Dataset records

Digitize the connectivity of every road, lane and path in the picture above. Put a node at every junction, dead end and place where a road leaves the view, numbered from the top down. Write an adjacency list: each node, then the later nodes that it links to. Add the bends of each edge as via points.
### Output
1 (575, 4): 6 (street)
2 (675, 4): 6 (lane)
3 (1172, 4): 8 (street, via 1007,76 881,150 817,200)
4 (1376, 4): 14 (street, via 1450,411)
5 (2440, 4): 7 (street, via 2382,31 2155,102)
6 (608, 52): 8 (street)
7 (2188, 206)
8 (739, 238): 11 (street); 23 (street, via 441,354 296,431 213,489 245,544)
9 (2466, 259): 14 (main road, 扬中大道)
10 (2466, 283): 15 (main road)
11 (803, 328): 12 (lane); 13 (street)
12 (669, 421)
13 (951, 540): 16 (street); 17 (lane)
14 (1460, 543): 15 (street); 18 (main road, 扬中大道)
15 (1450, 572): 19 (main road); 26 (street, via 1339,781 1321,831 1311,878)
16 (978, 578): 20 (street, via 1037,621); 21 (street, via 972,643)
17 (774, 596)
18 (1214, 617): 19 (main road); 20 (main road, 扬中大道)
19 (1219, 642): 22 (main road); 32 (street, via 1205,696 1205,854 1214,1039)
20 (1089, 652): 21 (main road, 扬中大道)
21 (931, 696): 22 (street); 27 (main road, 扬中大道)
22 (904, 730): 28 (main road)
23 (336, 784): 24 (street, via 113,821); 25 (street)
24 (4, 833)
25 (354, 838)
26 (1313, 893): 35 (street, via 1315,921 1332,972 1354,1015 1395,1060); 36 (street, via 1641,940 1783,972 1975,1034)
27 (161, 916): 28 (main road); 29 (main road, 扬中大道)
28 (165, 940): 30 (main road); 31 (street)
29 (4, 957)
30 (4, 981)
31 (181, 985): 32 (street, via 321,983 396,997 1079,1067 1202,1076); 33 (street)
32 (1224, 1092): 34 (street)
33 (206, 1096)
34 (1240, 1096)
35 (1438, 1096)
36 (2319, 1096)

**EXERCISE DIRECTIONS**.
Restate the data above word for word. Leave nothing out.

**RESPONSE BELOW**.
Digitize the connectivity of every road, lane and path in the picture above. Put a node at every junction, dead end and place where a road leaves the view, numbered from the top down. Write an adjacency list: each node, then the later nodes that it links to. Add the bends of each edge as via points.
### Output
1 (575, 4): 6 (street)
2 (675, 4): 6 (lane)
3 (1172, 4): 8 (street, via 1007,76 881,150 817,200)
4 (1376, 4): 14 (street, via 1450,411)
5 (2440, 4): 7 (street, via 2382,31 2155,102)
6 (608, 52): 8 (street)
7 (2188, 206)
8 (739, 238): 11 (street); 23 (street, via 441,354 296,431 213,489 245,544)
9 (2466, 259): 14 (main road, 扬中大道)
10 (2466, 283): 15 (main road)
11 (803, 328): 12 (lane); 13 (street)
12 (669, 421)
13 (951, 540): 16 (street); 17 (lane)
14 (1460, 543): 15 (street); 18 (main road, 扬中大道)
15 (1450, 572): 19 (main road); 26 (street, via 1339,781 1321,831 1311,878)
16 (978, 578): 20 (street, via 1037,621); 21 (street, via 972,643)
17 (774, 596)
18 (1214, 617): 19 (main road); 20 (main road, 扬中大道)
19 (1219, 642): 22 (main road); 32 (street, via 1205,696 1205,854 1214,1039)
20 (1089, 652): 21 (main road, 扬中大道)
21 (931, 696): 22 (street); 27 (main road, 扬中大道)
22 (904, 730): 28 (main road)
23 (336, 784): 24 (street, via 113,821); 25 (street)
24 (4, 833)
25 (354, 838)
26 (1313, 893): 35 (street, via 1315,921 1332,972 1354,1015 1395,1060); 36 (street, via 1641,940 1783,972 1975,1034)
27 (161, 916): 28 (main road); 29 (main road, 扬中大道)
28 (165, 940): 30 (main road); 31 (street)
29 (4, 957)
30 (4, 981)
31 (181, 985): 32 (street, via 321,983 396,997 1079,1067 1202,1076); 33 (street)
32 (1224, 1092): 34 (street)
33 (206, 1096)
34 (1240, 1096)
35 (1438, 1096)
36 (2319, 1096)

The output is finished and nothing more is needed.